ПРИНЦИП

Определение общей ДНК состоит из четырех этапов:

- денатурация и образование комплексов: при нагревании образца ДНК денатурируется в одноцепочечную ДНК; денатурированную ДНК смешивают с реактивом, который содержит белок, конъюгированный со стрептавидином (связывающим одноцепочечную ДНК), и моноклональное антитело к ДНК, конъюгированное с уреазой. ДНК-связывающий белок и моноклональное антитело специфичны для одноцепочечной ДНК, но не специфичны для двуцепочечной. Наличие стрептавидина в жидкой фазе способствует образованию комплекса с одноцепочечной ДНК из образца;

- фильтрация: комплекс фильтруют через биотинилированную нитроцеллюлозную мембрану. Биотин в мембране захватывает комплексы, связываясь со стрептавидином. Мембрану промывают для удаления любых несвязанных реактивов. Для исключения неспецифического связывания используют нитроцеллюлозную мембрану, покрытую альбумином;

- детектирование: мембрану помещают в планшетный спектрофотометр, содержащий раствор мочевины, реагирующий с уреазой в комплексе ДНК с образованием аммиака.

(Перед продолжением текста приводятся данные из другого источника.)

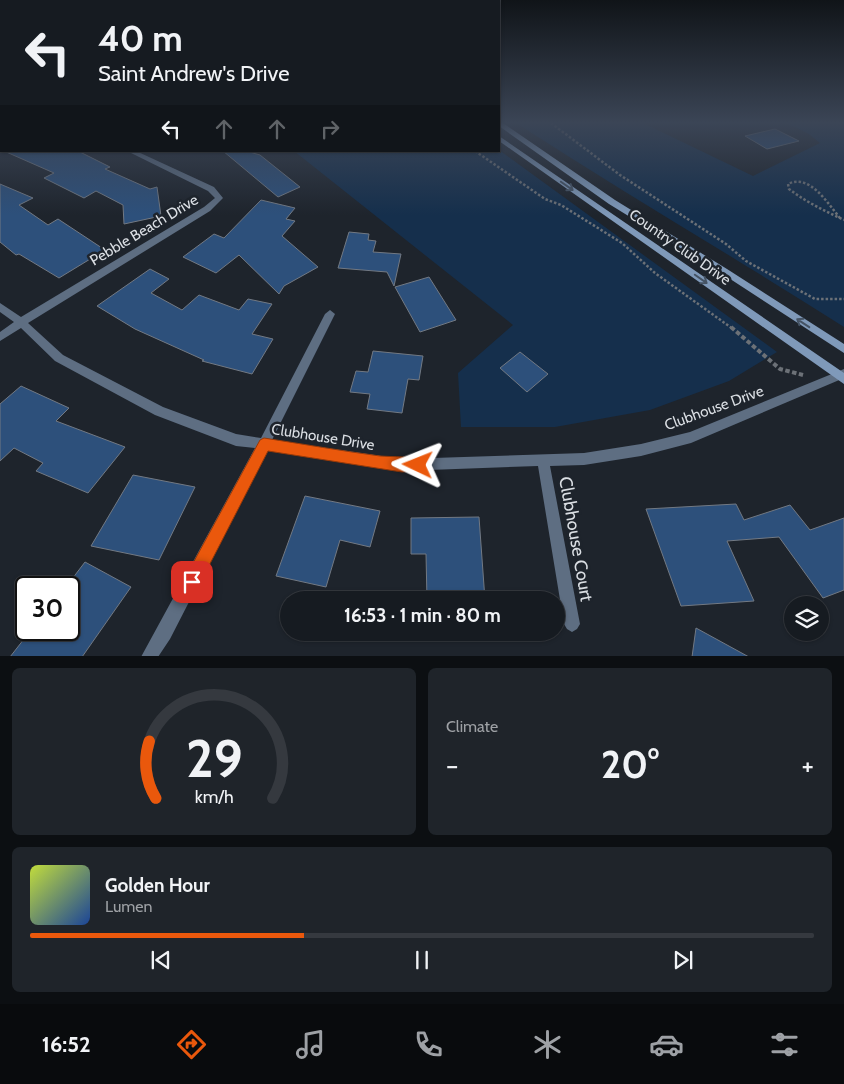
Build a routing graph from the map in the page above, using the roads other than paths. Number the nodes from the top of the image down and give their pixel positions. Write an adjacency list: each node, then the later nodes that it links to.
1 (136, 154): 6 (street, Pebble Beach Drive)
2 (522, 154): 9 (main road, Country Club Drive, one-way to 9)
3 (542, 154): 8 (main road, Country Club Drive, one-way to 3)
4 (0, 307): 6 (street, Clubhouse Drive)
5 (330, 314): 10 (street)
6 (21, 322): 7 (street); 10 (street, Clubhouse Drive)
7 (0, 337)
8 (844, 349)
9 (843, 376): 11 (street, Clubhouse Drive)
10 (264, 444): 11 (street, Clubhouse Drive); 13 (street)
11 (543, 460): 12 (street, Clubhouse Court)
12 (572, 624)
13 (149, 656)

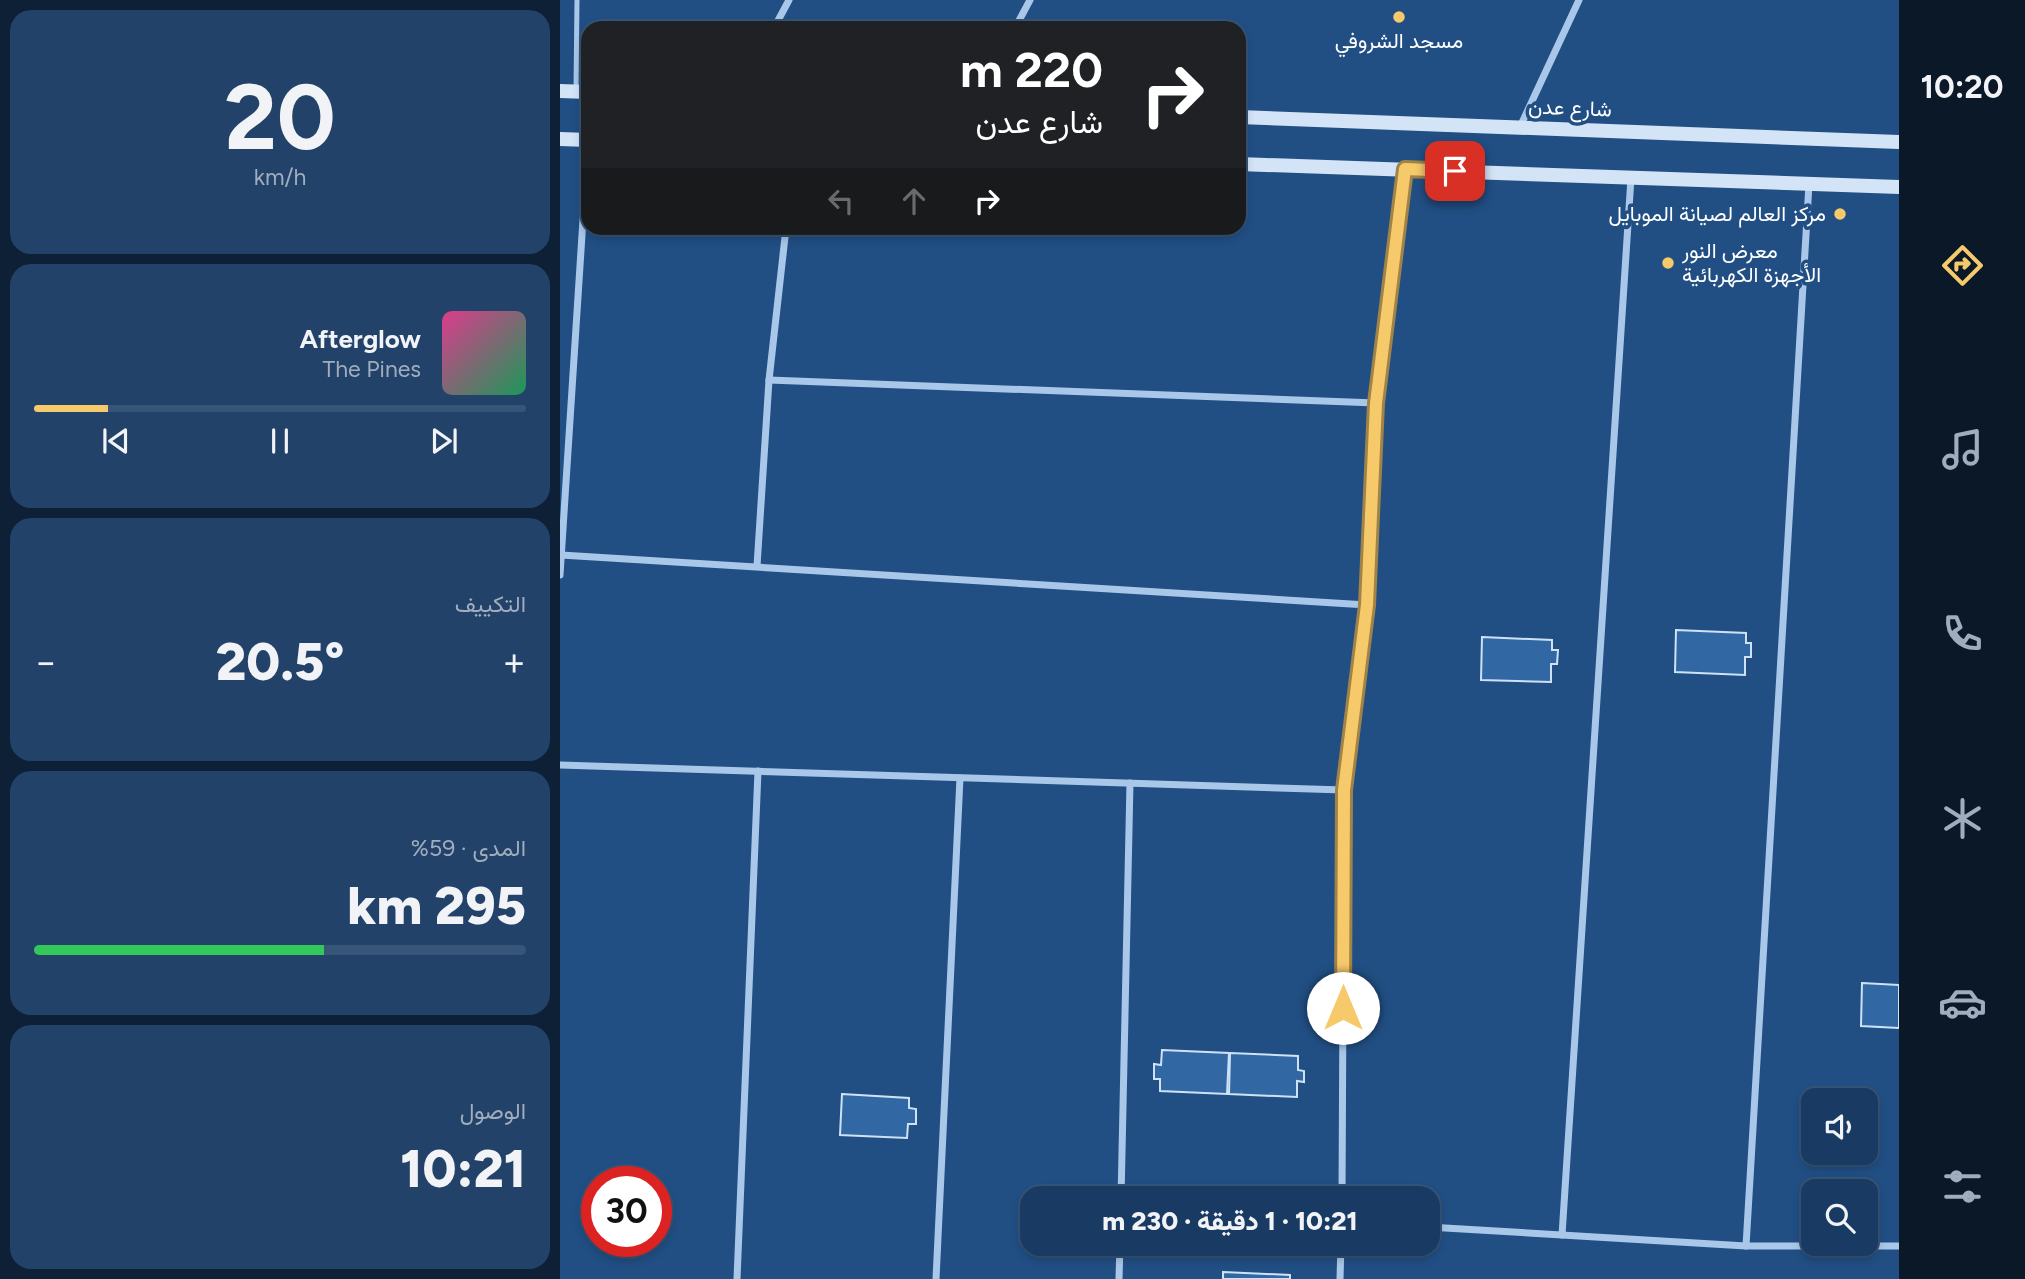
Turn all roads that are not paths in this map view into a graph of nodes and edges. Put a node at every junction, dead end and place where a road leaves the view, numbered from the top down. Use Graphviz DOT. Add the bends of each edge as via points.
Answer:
graph roads {
  1 [pos="577,0"];
  2 [pos="789,0"];
  3 [pos="1030,0"];
  4 [pos="1579,0"];
  5 [pos="778,21"];
  6 [pos="1019,21"];
  7 [pos="581,74"];
  8 [pos="560,91"];
  9 [pos="581,92"];
  10 [pos="1246,117"];
  11 [pos="1519,127"];
  12 [pos="560,139"];
  13 [pos="581,140"];
  14 [pos="1899,142"];
  15 [pos="1246,163"];
  16 [pos="1405,169"];
  17 [pos="1631,177"];
  18 [pos="1809,184"];
  19 [pos="1899,187"];
  20 [pos="582,235"];
  21 [pos="785,235"];
  22 [pos="769,380"];
  23 [pos="1376,403"];
  24 [pos="561,555"];
  25 [pos="757,566"];
  26 [pos="560,575"];
  27 [pos="1367,605"];
  28 [pos="560,765"];
  29 [pos="758,771"];
  30 [pos="960,778"];
  31 [pos="1130,783"];
  32 [pos="1344,790"];
  33 [pos="1121,1186"];
  34 [pos="1342,1186"];
  35 [pos="1440,1228"];
  36 [pos="1562,1235"];
  37 [pos="1746,1246"];
  38 [pos="1899,1246"];
  39 [pos="1120,1256"];
  40 [pos="1341,1256"];
  41 [pos="737,1279"];
  42 [pos="936,1279"];
  43 [pos="1119,1279"];
  44 [pos="1340,1279"];
  1 -- 7 [label="lane"];
  2 -- 5 [label="street"];
  3 -- 6 [label="street"];
  4 -- 11 [label="street"];
  8 -- 9 [label="street"];
  10 -- 11 [label="street, شارع عدن"];
  11 -- 14 [label="street, شارع عدن"];
  12 -- 13 [label="street"];
  15 -- 16 [label="street"];
  16 -- 17 [label="street"];
  16 -- 23 [label="street"];
  17 -- 18 [label="street"];
  17 -- 36 [label="street"];
  18 -- 19 [label="street"];
  18 -- 37 [label="street"];
  20 -- 24 [label="street"];
  21 -- 22 [label="street"];
  22 -- 23 [label="street"];
  22 -- 25 [label="street"];
  23 -- 27 [label="street"];
  24 -- 25 [label="street"];
  24 -- 26 [label="street"];
  25 -- 27 [label="street"];
  27 -- 32 [label="street"];
  28 -- 29 [label="street"];
  29 -- 30 [label="street"];
  29 -- 41 [label="street"];
  30 -- 31 [label="street"];
  30 -- 42 [label="street"];
  31 -- 32 [label="street"];
  31 -- 33 [label="street"];
  32 -- 34 [label="street"];
  35 -- 36 [label="street"];
  36 -- 37 [label="street"];
  37 -- 38 [label="street"];
  39 -- 43 [label="street"];
  40 -- 44 [label="street"];
}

Соответствующее изменение pH, которое измеряют потенциометрическим датчиком (в микровольт в секунду), прямо пропорционально количеству ДНК в образце;

- анализ: исходные данные для образца и стандартной кривой обрабатывают с использованием соответствующего программного обеспечения для определения остаточного содержания ДНК клетки-хозяина в образце.

Все образцы и отрицательные контроли испытывают с добавками и без добавок. Раствор добавки (1000 пг/мл) готовят путем разбавления концентрированного стандартного раствора (ДНК тимуса теленка) с концентрацией 5000 пг/мл.